Traffic engineers: Traffic light sequencing with dedicated left turn

At most intersection with dedicated left-turn lights the sequence for who gets green goes:

North-South Left Turns
N-S Straight
East-West left turns
E-W straight

But there is one near me that goes:

North straight and left
South straight and left
East-west left
East-west straight

Is there is a reason based in traffic flow management for this pattern? I can’t think of anything about this intersection that makes it unique in terms of flow needs, but maybe I don’t know what to look at.

For those in “Drive on the left” countries (like me), CookingwithGas is talking about drive on the right situation, where “turn left” is the “turn across the centre of the road” , “across the traffic”… , the right turn for the “drive on the left”.

There are a bunch of options.

The main thing is about the symmetry or asymmetry of traffic flow at peak hours…

It would be inefficient to have “north south turn across traffic” times if the traffic flow is known to be highly skewed to one direction, they want to allocate more time to the flow from that direction , so they give it the green to go to turn left, right or go straight…

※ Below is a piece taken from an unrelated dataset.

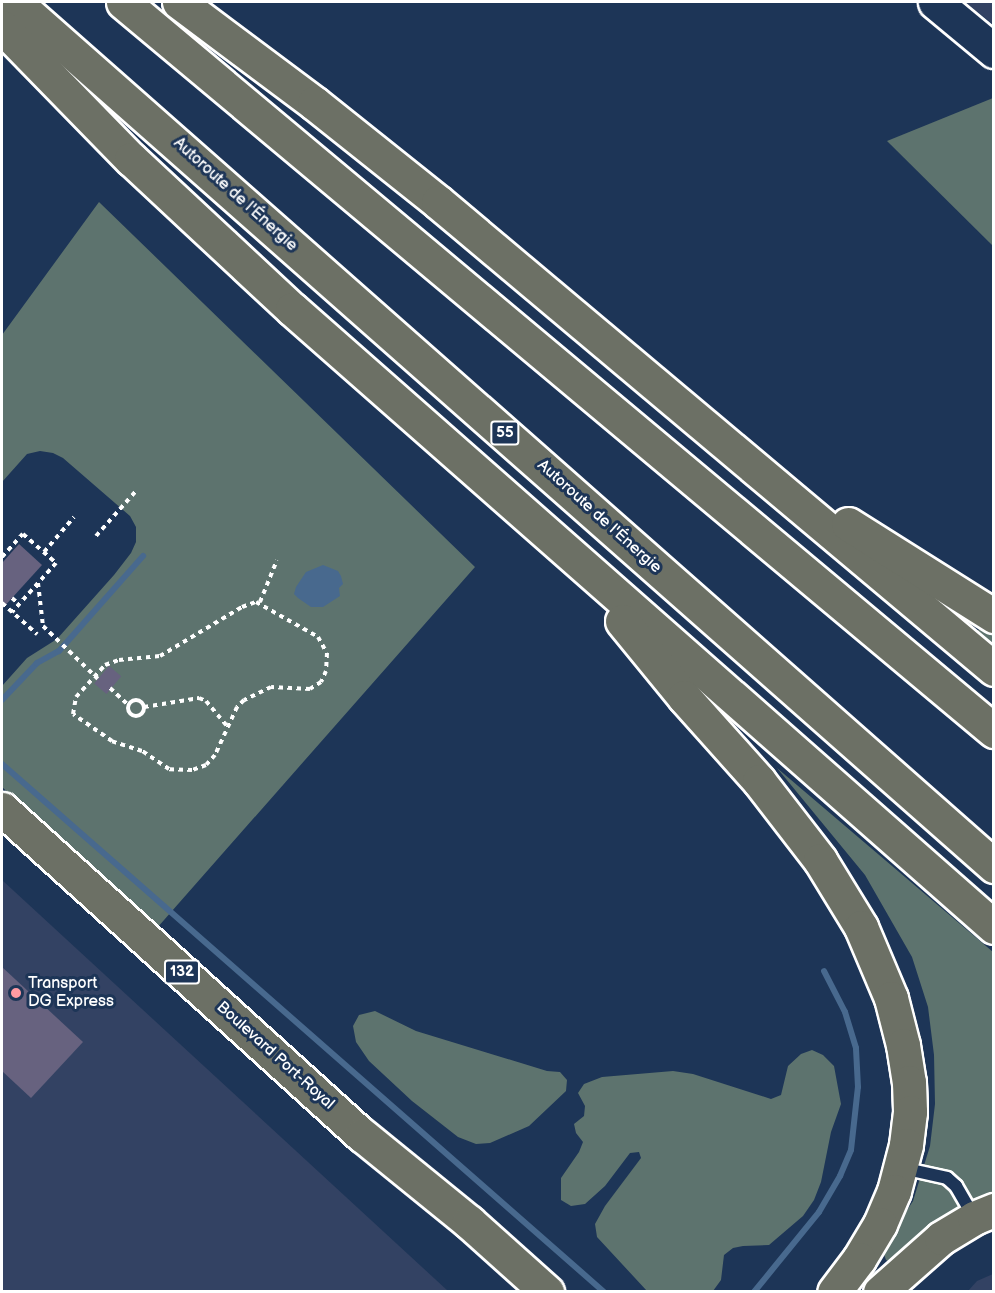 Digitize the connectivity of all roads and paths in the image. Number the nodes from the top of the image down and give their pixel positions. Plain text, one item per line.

So while you may observe the traffic light gives equal time , that is just at the time you observed it.
It may give different times during peak hours… so they leave it at the same mode, and only adjust, eg extend, the time for one direction (eg by detecting traffic level with sensors. )

Another factor, they may want to bunch up the vehicles turning across traffic (by having them wait for the “both directions turn across traffic” time ), or they may want to avoid having the vehicles queuing to turn across traffic blocking the other traffic, by having them proceed at the same time as the other traffic. There’s no point allocating a lot of time to turning across traffic if the traffic queued at the red blocks their way…

You can evaluate and balance safety concerns, queue lengths, chances (and results) of queues causing blockages, and traffic flow expected for the time…

Vehicles per hour on that road, vehicles per hour turning left, going straight, turning right ?
The ratio of time allowed… if you get the ratio wrong , then the queues will block traffic creating time that light is green but no one going.

My guess would be that the N-S street has a large amount of traffic making left turns off of that street, leading to what may be a longer light-protected left turn than the “usual” pattern.

Alternately, there might be a history of accidents on the N-S street, with cars trying to turn left on the “straight” green, and possibly not seeing oncoming traffic due to the cars waiting in the opposite left-turn lane. The pattern you describe would not ever have left-turners making such a turn while traffic is coming towards them from the opposite direction, thus avoiding that collision threat.

But if both N and S have a lot of L-turning traffic, you could achieve this with the “standard” pattern, just making the left turn period longer.

However, if there is a lot of left-turning traffic AND traffic is significantly heavier in one direction (more traffic Northbound than Southbound or vice versa) then this pattern allows Northbound to have a longer green time than Southbound.

It’s called split-phasing when one direction gets an all-way green. Generally yes it’s used where there’s a high volume of left turning traffic (at least close to straight-through traffic), but having four separate split phases seems to be uncommon because it makes the total cycle time quite long and it complicates pedestrian crossings. Simply making the left turn phase longer may not be an option because of the length of the left turn lane. It’s no use having a long green left arrow if drivers are stuck behind others waiting to go straight. Split-phasing prevents that because you can have combined left/straight lanes and combined right/straight lanes and nobody will get blocked. With standard phasing you need dedicated lanes for dedicated signals to get maximum effect.

This definitely feels like the answer.

Lengthen the protected left turn phase without physically lengthening the left turn lane would waste the extra time. Lengthen the protected straight-and-turning green will allow more left turners to get to the intersection and make their turn.

Thank you for the clarification. I had forgotten that the headers on the posts here do not show the member’s location as they do on some other forums where I post.

FTR this intersection does not have any combined lanes. All lanes are straight-only or left-only (although the right lanes also allow right turns, of course).

But that just moves the point of contention upstream to where the dedicated left turn lanes begin.

E.g.: If the dedicated left turn lane is only 5 cars long, but typically 10 cars want to turn left per cycle, the last five will be stuck in the leftmost straight-through lane upstream of where the dedicated left turn lane branches off.

We have several intersections around here like that were do to short blocks or other issues, the left turn pockets cannot be made even close to long enough to support the peak demand for left turns. So would-be left turners are routinely trapped where they can’t get into the left turn lanes after the left turn traffic has drained and the signals are still allowing dedicated left turns.

Smarter signals would of course detect this scenario and cut off the empty dedicated left turn signal in favor of opposite direction straight-through traffic. Net of all the other factors peculiar to that intersection.